Benchmark-Driven Design

When choosing between two evils, I always like to try the one I’ve never tried before.

Mae West

Benchmarking is critical to successful physical design. You should carry it out early using representative models of the system to determine what strategies you should employ for different classes of problems (for example, moving large amounts of data from the front end to the back end or locking). Testing with models should include stress testing in such areas as high transaction rates, multiuser testing, and impacts on other systems. Designing the system incorrectly for these types of problems is expensive once the system has been written. With representative benchmarking carried out early, you should be able to upgrade servers and networks if required.
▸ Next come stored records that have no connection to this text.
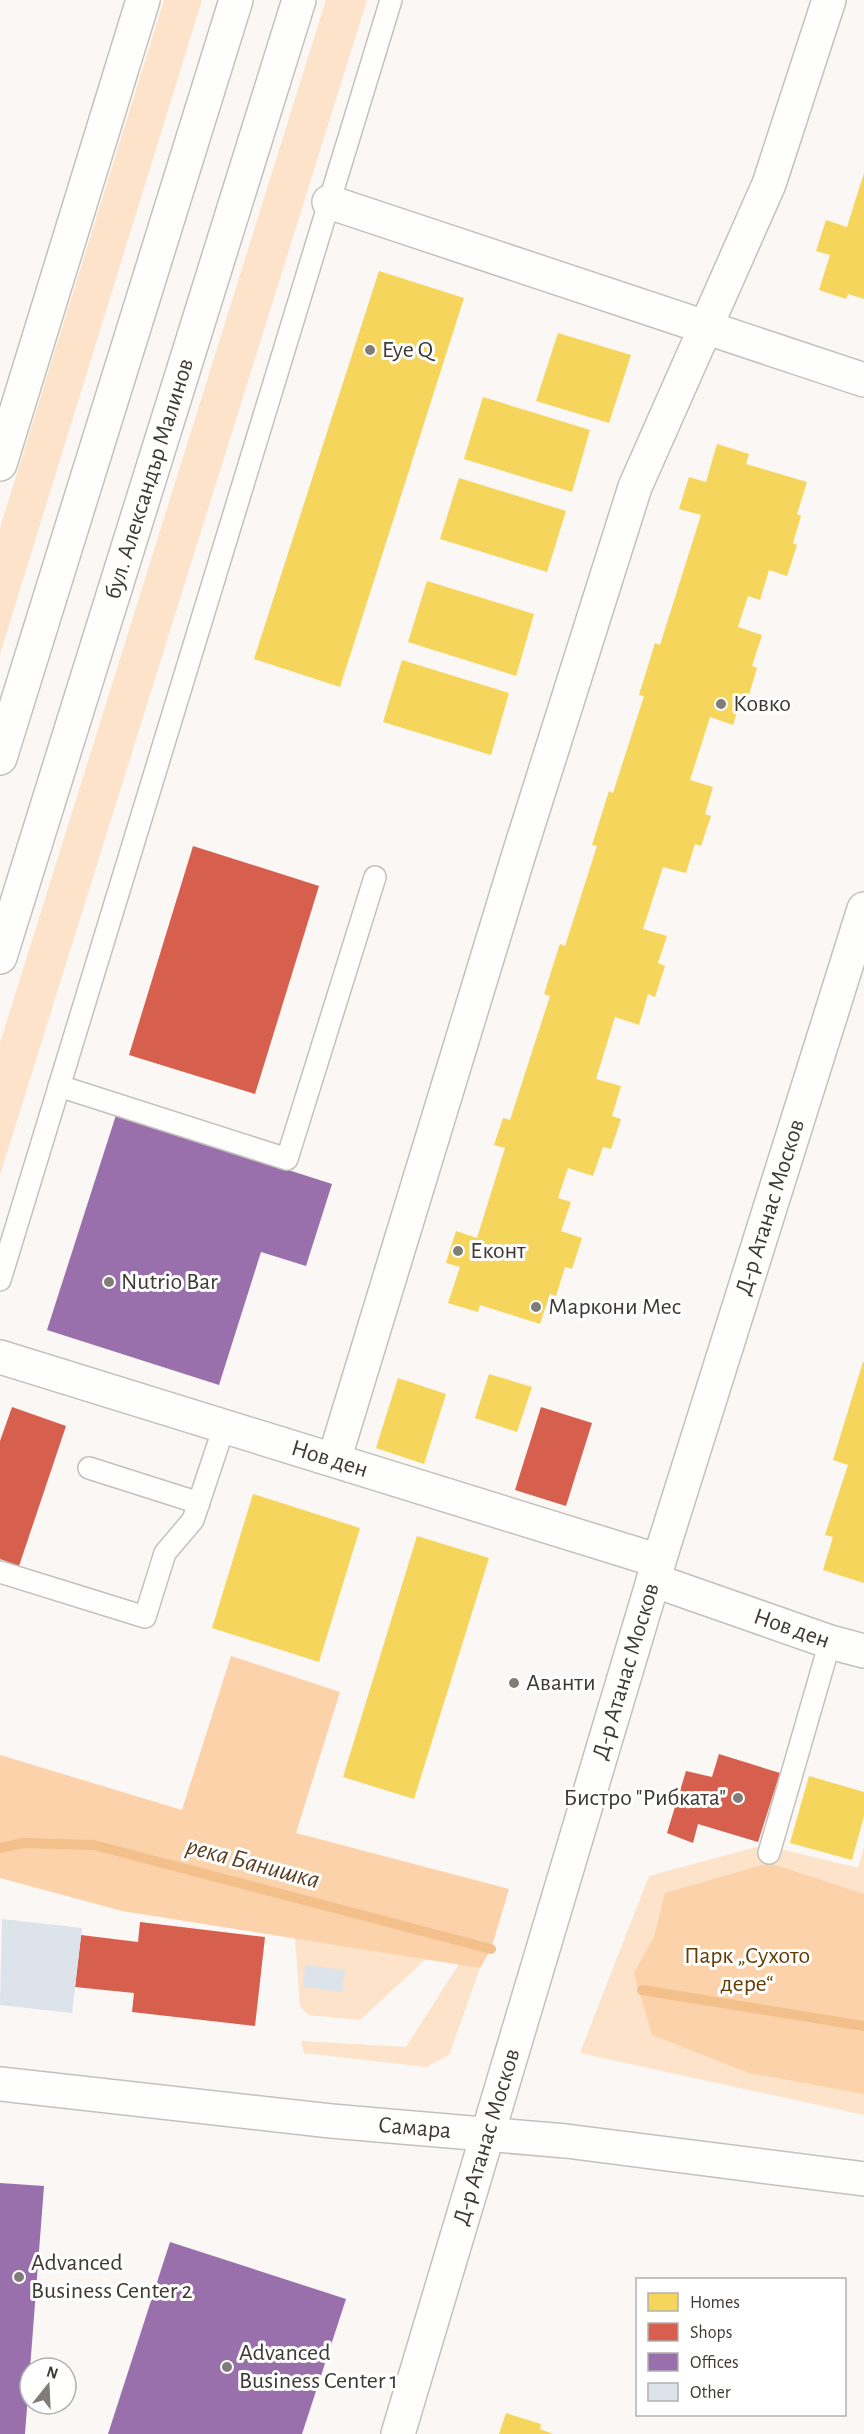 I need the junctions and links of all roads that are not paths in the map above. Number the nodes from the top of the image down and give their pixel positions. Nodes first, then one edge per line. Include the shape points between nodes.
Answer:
1 (143, 0) edge
2 (236, 0) edge
3 (299, 0) edge
4 (391, 0) edge
5 (829, 0) edge
6 (329, 202) junction
7 (707, 328) junction
8 (864, 380) edge
9 (0, 465) edge
10 (0, 758) edge
11 (375, 877) dead end
12 (864, 909) edge
13 (0, 957) edge
14 (59, 1086) junction
15 (0, 1280) edge
16 (0, 1357) edge
17 (224, 1427) junction
18 (334, 1460) junction
19 (88, 1468) dead end
20 (199, 1503) junction
21 (656, 1571) junction
22 (0, 1572) edge
23 (830, 1642) junction
24 (864, 1651) edge
25 (769, 1853) dead end
26 (0, 2084) edge
27 (487, 2133) junction
28 (864, 2179) edge
29 (398, 2434) edge

1 - 9 street
2 - 10 street
3 - 13 street, бул. Александър Малинов
4 - 6 lane
5 - 7 street via 769,184
6 - 7 street
6 - 14 lane
7 - 8 street
7 - 18 street via 635,487
11 - 14 lane via 287,1159
12 - 21 street, Д-р Атанас Москов
14 - 15 lane
16 - 17 street, Нов ден
17 - 18 street, Нов ден
17 - 20 lane
18 - 21 street, Нов ден
19 - 20 lane
20 - 22 lane via 193,1520 165,1552 145,1617
21 - 23 street, Нов ден
21 - 27 street, Д-р Атанас Москов
23 - 24 street, Нов ден
23 - 25 lane
26 - 27 street, Самара via 331,2121
27 - 28 street, Самара
27 - 29 street, Д-р Атанас Москов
Benchmarking will also give you an early indication of whether the application should be distributed over multiple servers or whether the design can remain simple. Where benchmarks show potential problems, you should evaluate alternative solutions. A set of solutions with varying performance characteristics, costs, and complexities will emerge. This process will enable the designer to select the most appropriate solution from a menu of solutions. These solutions are design patterns.
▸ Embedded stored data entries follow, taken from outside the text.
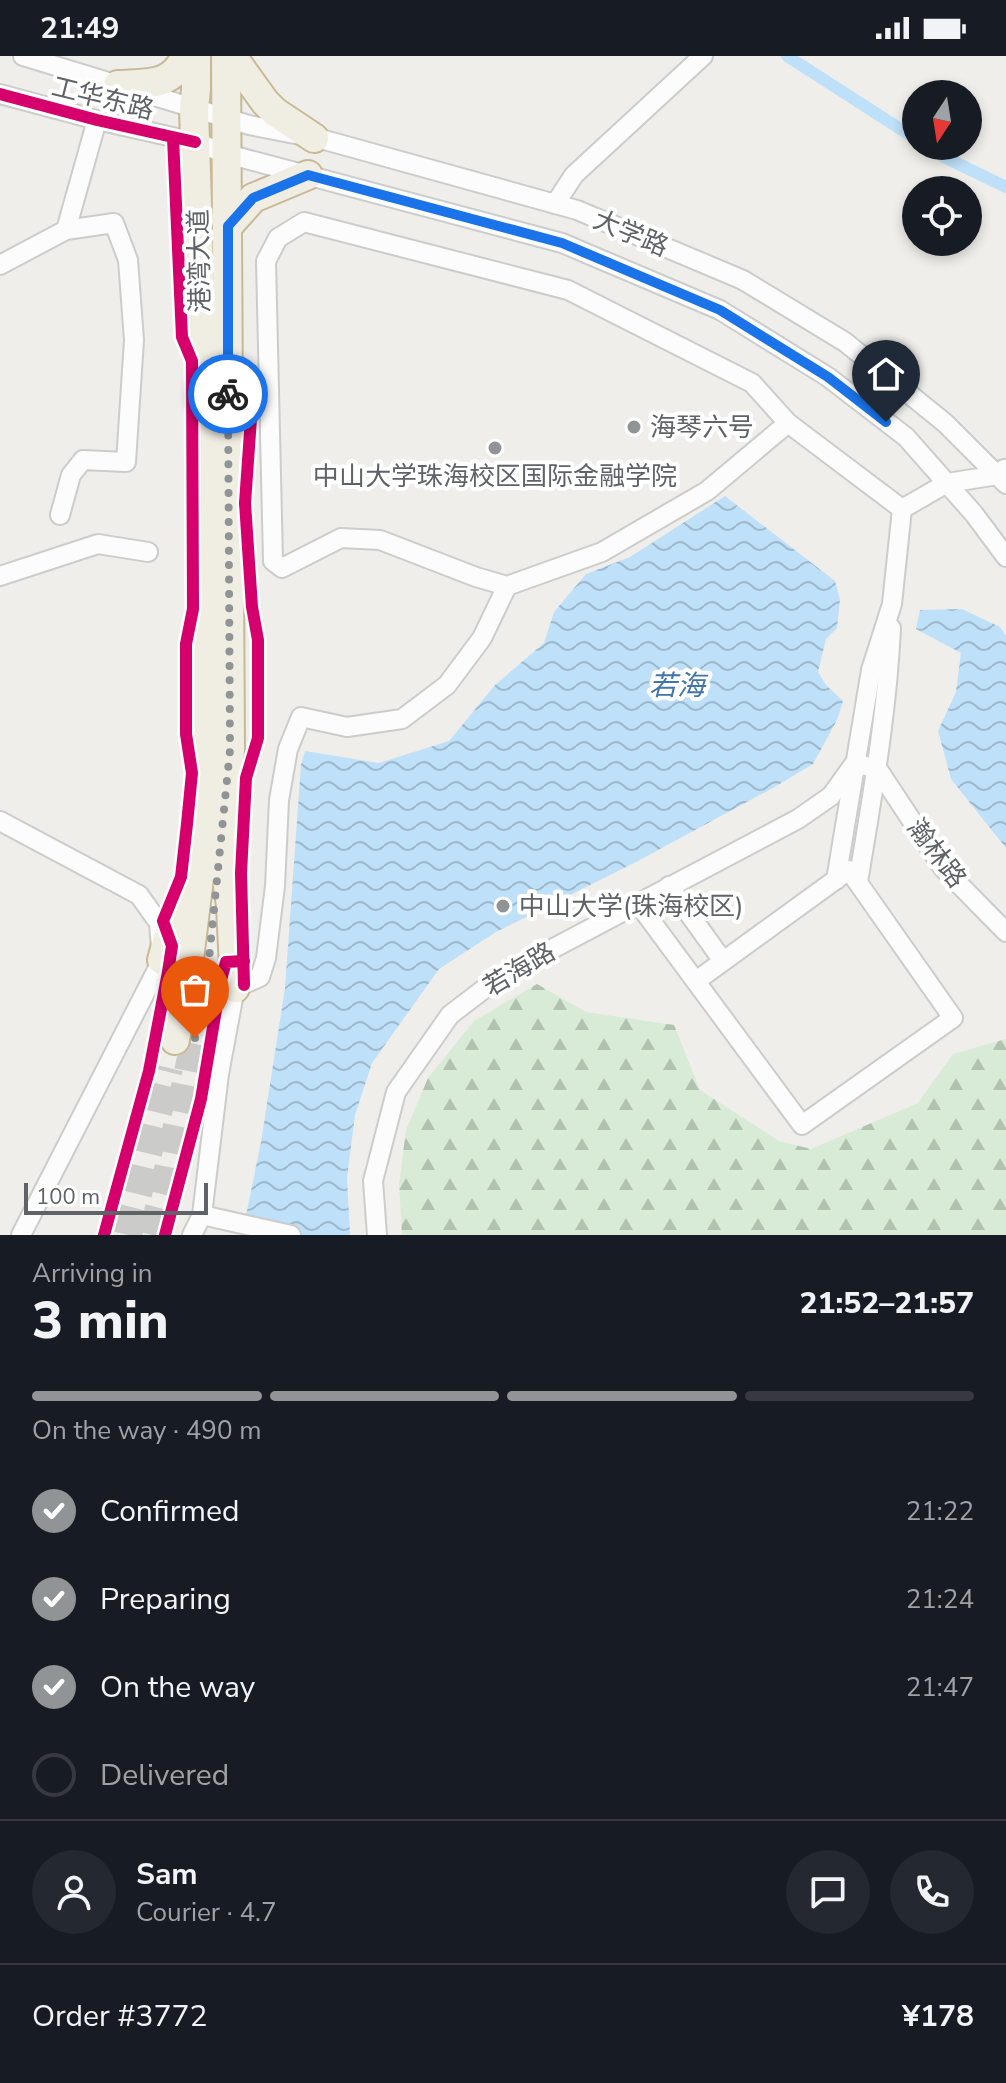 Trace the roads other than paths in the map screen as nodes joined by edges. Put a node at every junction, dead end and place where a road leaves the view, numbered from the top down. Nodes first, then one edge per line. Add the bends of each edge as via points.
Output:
1 (23, 56) edge
2 (186, 56) edge
3 (196, 56) edge
4 (229, 56) edge
5 (703, 56) edge
6 (118, 85) junction
7 (0, 94) edge
8 (194, 109) junction
9 (227, 117) junction
10 (97, 120) junction
11 (314, 138) junction
12 (195, 142) junction
13 (227, 154) junction
14 (308, 175) junction
15 (555, 204) junction
16 (228, 226) junction
17 (66, 230) junction
18 (0, 265) edge
19 (788, 423) junction
20 (1003, 475) edge
21 (947, 483) junction
22 (902, 509) junction
23 (60, 515) dead end
24 (148, 552) dead end
25 (1006, 557) edge
26 (0, 576) edge
27 (507, 586) junction
28 (892, 604) junction
29 (854, 764) junction
30 (877, 768) junction
31 (0, 821) edge
32 (221, 840) junction
33 (201, 862) junction
34 (836, 880) junction
35 (858, 882) junction
36 (669, 886) junction
37 (637, 902) junction
38 (1006, 932) edge
39 (162, 960) junction
40 (723, 961) junction
41 (696, 981) junction
42 (235, 988) junction
43 (202, 1215) junction
44 (21, 1235) edge
45 (192, 1235) edge
46 (291, 1235) edge
47 (377, 1235) edge

1 - 6 street, 工华东路
2 - 6 highway via 178,71 157,83
3 - 8 highway, 港湾大道
4 - 9 highway, 港湾大道
4 - 11 highway via 275,112
5 - 15 street via 574,175
6 - 8 street, 工华东路
7 - 10 street, 工华东路
8 - 9 street, 大学路
8 - 12 highway, 港湾大道
9 - 11 street, 大学路
9 - 13 highway, 港湾大道
10 - 12 street, 工华东路
10 - 17 street
11 - 15 street, 大学路
12 - 13 street, 大学路
12 - 33 highway, 港湾大道 via 206,723
13 - 14 street, 大学路
13 - 16 highway, 港湾大道
14 - 16 highway via 253,198
14 - 21 street, 大学路 via 562,243 720,310 828,377 906,437
15 - 20 street, 大学路 via 743,280 845,342
16 - 32 highway, 港湾大道 via 230,750
17 - 18 street
17 - 23 street via 114,223 128,260 134,340 126,462 83,460 71,475
19 - 22 street
19 - 27 street via 707,491 602,552
19 - 27 street via 752,383 568,290 304,222 278,238 266,261 273,561 282,568 341,538 380,540
20 - 21 street
21 - 22 street
21 - 25 street, 大学路
22 - 28 street
24 - 26 street via 98,544
27 - 42 street via 482,638 447,685 402,719 347,727 301,717 288,749 279,800 266,958 260,977
28 - 29 street via 871,670
28 - 30 street, 瀚林路
29 - 30 street
29 - 34 street
29 - 36 street, 若海路 via 831,796 798,819
30 - 35 street, 瀚林路
30 - 38 street, 瀚林路 via 943,868
31 - 39 street via 139,895 159,923
32 - 33 highway, 港湾大道 via 208,969 185,1039
32 - 42 highway
33 - 39 highway
34 - 35 street via 849,870
34 - 40 street
35 - 41 street via 953,1018 802,1125
36 - 37 street, 若海路
36 - 40 street
37 - 41 street
37 - 47 street, 若海路 via 501,976 450,1015 396,1092 373,1181
39 - 44 street
40 - 41 street
42 - 43 street
43 - 45 street
43 - 46 street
Benchmark-driven design is essential in Visual Basic 5 client/server applications in which there is a mix of technologies and a large potential for bottlenecks. The aim is to ensure that the technical infrastructure and the approach to using the infrastructure in the application will meet business needs for performance and reliability. To do this, you’ll need to develop a model of the system. The performance characteristics and options for Visual Basic 5 are very different from Visual Basic 3 or Visual Basic 4. On the whole, version 5 has great improvements—improvements that provide opportunities. For example, developing ActiveX components for remote activation sometimes had to be ruled out under Visual Basic 4 because of poor performance of the interpreted code. Using compiled code under Visual Basic 5 provides a massive performance boost and allows you to use Visual Basic where C or C++ was previously used.